[Exercise details]: Search the entries below for "nodes". Report each line where it occurs.

[Available records]:
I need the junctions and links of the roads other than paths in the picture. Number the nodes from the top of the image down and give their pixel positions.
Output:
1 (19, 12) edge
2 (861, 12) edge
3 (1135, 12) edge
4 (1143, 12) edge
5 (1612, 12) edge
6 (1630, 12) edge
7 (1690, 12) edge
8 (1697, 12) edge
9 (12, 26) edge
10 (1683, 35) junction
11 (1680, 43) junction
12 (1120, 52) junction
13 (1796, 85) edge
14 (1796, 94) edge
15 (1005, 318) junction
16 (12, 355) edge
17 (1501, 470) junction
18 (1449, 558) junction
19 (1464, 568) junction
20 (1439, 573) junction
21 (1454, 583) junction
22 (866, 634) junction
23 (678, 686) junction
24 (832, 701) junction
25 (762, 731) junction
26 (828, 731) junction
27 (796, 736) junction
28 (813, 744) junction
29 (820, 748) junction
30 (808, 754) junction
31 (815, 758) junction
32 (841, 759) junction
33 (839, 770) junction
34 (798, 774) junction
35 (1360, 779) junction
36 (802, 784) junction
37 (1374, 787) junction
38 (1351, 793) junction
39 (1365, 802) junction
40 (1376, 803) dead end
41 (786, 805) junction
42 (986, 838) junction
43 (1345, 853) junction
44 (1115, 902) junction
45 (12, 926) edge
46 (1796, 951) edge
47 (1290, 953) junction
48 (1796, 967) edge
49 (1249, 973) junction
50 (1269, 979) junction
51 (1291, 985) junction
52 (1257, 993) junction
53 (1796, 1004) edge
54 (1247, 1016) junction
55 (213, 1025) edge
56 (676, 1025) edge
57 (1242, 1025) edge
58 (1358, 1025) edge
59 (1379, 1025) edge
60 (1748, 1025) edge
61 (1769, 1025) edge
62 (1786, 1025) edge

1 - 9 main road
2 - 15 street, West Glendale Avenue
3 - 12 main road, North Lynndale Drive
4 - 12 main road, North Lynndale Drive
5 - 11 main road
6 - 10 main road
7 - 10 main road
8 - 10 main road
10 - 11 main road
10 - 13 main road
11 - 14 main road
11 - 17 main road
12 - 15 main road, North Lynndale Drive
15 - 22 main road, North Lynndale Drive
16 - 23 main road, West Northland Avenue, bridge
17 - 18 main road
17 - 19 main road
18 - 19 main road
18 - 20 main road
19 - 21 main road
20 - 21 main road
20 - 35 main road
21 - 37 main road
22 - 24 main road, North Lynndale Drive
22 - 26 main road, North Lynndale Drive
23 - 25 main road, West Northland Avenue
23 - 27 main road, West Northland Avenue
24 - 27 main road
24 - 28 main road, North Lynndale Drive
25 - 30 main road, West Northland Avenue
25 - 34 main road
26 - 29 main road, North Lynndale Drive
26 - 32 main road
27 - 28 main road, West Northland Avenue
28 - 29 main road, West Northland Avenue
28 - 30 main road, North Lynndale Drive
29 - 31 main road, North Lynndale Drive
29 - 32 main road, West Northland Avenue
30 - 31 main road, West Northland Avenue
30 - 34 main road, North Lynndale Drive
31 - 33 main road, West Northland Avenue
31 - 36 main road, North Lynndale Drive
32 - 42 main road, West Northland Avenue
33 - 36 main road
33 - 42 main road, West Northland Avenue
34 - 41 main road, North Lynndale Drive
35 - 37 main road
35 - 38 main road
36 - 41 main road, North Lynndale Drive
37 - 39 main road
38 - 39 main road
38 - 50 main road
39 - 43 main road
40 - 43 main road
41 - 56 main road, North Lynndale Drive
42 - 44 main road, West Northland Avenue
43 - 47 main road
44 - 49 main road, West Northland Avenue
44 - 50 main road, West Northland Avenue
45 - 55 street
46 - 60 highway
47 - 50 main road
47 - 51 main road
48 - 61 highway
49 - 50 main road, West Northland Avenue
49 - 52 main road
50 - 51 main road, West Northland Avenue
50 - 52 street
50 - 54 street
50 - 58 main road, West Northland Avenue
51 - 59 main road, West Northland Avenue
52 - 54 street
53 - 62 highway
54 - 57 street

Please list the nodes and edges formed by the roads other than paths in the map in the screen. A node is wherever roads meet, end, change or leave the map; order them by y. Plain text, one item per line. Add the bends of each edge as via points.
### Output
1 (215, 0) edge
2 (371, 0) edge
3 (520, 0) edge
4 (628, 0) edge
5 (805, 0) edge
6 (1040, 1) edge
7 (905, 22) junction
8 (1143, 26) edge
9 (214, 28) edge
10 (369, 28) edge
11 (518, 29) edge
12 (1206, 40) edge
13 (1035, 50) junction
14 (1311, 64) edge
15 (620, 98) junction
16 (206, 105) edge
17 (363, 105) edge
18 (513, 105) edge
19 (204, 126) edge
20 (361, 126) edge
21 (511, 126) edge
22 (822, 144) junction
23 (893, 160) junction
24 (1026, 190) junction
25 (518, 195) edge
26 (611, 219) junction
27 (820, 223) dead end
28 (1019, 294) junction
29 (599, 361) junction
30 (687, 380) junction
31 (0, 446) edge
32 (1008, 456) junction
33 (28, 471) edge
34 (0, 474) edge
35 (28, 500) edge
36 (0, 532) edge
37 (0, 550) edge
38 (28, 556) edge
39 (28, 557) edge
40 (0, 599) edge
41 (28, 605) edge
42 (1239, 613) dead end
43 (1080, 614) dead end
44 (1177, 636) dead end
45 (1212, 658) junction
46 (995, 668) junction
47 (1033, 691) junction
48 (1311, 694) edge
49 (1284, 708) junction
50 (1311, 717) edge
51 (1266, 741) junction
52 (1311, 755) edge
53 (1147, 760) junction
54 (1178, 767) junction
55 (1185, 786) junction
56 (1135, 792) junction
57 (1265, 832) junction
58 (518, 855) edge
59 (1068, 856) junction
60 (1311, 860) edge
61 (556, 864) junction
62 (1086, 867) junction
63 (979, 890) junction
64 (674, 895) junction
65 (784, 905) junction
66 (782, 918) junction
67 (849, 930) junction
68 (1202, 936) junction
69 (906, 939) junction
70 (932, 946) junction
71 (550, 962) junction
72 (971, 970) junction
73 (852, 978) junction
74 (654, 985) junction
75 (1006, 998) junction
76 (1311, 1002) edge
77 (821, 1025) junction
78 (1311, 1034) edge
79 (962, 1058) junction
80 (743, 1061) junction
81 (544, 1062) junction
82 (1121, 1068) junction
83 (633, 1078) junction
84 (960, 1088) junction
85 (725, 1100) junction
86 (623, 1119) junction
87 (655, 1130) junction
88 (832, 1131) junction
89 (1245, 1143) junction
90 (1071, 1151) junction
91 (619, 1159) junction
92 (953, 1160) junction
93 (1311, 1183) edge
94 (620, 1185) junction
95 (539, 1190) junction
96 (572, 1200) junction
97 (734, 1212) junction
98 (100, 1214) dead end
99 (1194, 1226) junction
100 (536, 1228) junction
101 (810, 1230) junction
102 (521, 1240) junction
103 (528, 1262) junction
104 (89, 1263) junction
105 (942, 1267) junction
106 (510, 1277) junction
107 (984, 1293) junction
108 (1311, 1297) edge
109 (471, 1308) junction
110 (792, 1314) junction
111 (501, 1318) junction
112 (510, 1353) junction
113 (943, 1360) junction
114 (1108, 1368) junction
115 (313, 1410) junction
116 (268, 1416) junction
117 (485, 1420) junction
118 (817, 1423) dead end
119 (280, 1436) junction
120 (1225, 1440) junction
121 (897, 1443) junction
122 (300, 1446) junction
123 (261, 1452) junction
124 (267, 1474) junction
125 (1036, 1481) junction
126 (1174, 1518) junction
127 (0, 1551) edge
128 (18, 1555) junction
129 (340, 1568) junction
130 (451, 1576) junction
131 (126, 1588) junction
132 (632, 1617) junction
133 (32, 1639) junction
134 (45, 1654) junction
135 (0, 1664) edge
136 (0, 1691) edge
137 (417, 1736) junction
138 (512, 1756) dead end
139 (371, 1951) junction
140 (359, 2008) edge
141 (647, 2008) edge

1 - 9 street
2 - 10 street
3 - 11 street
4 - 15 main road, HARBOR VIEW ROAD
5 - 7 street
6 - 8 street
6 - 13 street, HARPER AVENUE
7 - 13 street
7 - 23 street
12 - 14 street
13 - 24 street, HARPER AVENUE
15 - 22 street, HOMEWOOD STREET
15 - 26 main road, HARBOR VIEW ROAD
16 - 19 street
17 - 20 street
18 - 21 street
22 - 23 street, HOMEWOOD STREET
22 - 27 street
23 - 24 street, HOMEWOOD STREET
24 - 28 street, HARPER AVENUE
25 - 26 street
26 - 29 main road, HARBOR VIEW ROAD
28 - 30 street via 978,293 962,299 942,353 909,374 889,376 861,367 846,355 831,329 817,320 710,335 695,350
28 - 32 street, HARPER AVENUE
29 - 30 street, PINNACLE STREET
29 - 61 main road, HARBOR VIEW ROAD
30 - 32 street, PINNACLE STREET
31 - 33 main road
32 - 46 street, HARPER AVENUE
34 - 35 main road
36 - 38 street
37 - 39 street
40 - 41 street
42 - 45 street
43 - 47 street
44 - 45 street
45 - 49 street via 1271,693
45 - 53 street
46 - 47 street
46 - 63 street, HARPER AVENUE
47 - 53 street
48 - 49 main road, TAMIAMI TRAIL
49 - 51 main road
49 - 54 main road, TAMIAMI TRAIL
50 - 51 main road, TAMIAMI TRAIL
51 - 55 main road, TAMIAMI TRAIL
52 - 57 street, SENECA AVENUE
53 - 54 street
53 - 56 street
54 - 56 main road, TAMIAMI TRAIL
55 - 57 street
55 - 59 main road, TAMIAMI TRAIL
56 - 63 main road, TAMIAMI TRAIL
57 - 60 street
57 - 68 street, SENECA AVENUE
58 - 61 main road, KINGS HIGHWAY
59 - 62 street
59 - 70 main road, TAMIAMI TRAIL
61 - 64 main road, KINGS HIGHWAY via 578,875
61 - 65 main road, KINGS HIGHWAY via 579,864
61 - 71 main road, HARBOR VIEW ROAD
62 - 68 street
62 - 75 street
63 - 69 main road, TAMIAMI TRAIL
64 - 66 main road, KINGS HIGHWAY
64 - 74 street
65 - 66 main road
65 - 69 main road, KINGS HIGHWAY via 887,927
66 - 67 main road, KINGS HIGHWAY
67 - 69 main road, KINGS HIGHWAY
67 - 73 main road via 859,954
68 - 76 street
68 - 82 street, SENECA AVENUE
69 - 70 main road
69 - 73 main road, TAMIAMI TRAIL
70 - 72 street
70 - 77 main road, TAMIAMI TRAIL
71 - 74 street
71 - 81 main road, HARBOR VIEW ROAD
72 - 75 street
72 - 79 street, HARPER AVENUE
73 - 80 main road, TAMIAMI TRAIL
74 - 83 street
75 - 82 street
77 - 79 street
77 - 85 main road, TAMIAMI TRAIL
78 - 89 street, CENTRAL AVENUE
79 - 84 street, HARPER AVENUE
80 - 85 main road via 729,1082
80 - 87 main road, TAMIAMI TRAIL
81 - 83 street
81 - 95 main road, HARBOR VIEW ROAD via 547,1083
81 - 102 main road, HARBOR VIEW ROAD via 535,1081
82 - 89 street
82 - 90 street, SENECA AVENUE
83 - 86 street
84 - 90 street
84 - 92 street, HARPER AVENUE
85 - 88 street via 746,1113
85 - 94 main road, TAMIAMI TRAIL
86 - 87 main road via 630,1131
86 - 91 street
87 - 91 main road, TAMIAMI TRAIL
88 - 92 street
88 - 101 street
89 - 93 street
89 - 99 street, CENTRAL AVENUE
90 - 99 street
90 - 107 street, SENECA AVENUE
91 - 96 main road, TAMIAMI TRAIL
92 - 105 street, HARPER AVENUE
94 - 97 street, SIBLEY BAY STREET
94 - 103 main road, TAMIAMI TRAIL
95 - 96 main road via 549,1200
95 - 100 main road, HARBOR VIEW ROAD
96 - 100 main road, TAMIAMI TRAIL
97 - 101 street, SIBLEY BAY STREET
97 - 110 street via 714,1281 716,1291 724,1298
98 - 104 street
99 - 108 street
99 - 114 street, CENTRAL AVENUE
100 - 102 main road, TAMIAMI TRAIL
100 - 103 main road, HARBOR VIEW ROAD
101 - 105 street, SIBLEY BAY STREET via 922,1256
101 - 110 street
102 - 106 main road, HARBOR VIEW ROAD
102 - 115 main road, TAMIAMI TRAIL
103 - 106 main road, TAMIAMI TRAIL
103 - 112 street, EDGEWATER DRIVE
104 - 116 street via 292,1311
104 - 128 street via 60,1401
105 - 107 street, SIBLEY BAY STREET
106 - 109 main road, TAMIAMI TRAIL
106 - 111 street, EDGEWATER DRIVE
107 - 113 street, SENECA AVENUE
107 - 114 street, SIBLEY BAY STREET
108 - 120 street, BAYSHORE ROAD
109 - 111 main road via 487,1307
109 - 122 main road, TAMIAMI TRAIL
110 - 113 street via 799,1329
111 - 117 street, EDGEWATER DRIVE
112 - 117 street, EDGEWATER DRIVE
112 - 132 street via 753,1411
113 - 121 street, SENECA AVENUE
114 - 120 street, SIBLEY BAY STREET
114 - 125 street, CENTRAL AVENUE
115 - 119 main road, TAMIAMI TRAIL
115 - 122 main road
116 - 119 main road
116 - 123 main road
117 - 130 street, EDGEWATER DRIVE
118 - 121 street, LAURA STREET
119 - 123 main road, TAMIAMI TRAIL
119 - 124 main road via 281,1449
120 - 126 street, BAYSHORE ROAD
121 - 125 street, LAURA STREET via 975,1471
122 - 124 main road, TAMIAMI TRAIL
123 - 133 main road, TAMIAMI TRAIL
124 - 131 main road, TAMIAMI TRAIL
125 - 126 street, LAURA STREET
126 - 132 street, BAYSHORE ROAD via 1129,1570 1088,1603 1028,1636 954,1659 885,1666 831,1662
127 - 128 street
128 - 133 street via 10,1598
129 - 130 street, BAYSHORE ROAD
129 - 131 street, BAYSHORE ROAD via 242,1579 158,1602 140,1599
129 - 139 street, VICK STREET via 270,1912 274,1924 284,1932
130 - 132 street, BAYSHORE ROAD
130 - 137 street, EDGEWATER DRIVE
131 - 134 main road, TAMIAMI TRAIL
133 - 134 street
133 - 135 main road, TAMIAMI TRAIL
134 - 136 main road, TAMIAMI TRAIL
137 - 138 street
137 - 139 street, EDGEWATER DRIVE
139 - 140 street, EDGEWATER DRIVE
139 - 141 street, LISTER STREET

[Solution for this problem]:
I need the junctions and links of the roads other than paths in the picture. Number the nodes from the top of the image down and give their pixel positions.
Please list the nodes and edges formed by the roads other than paths in the map in the screen. A node is wherever roads meet, end, change or leave the map; order them by y. Plain text, one item per line. Add the bends of each edge as via points.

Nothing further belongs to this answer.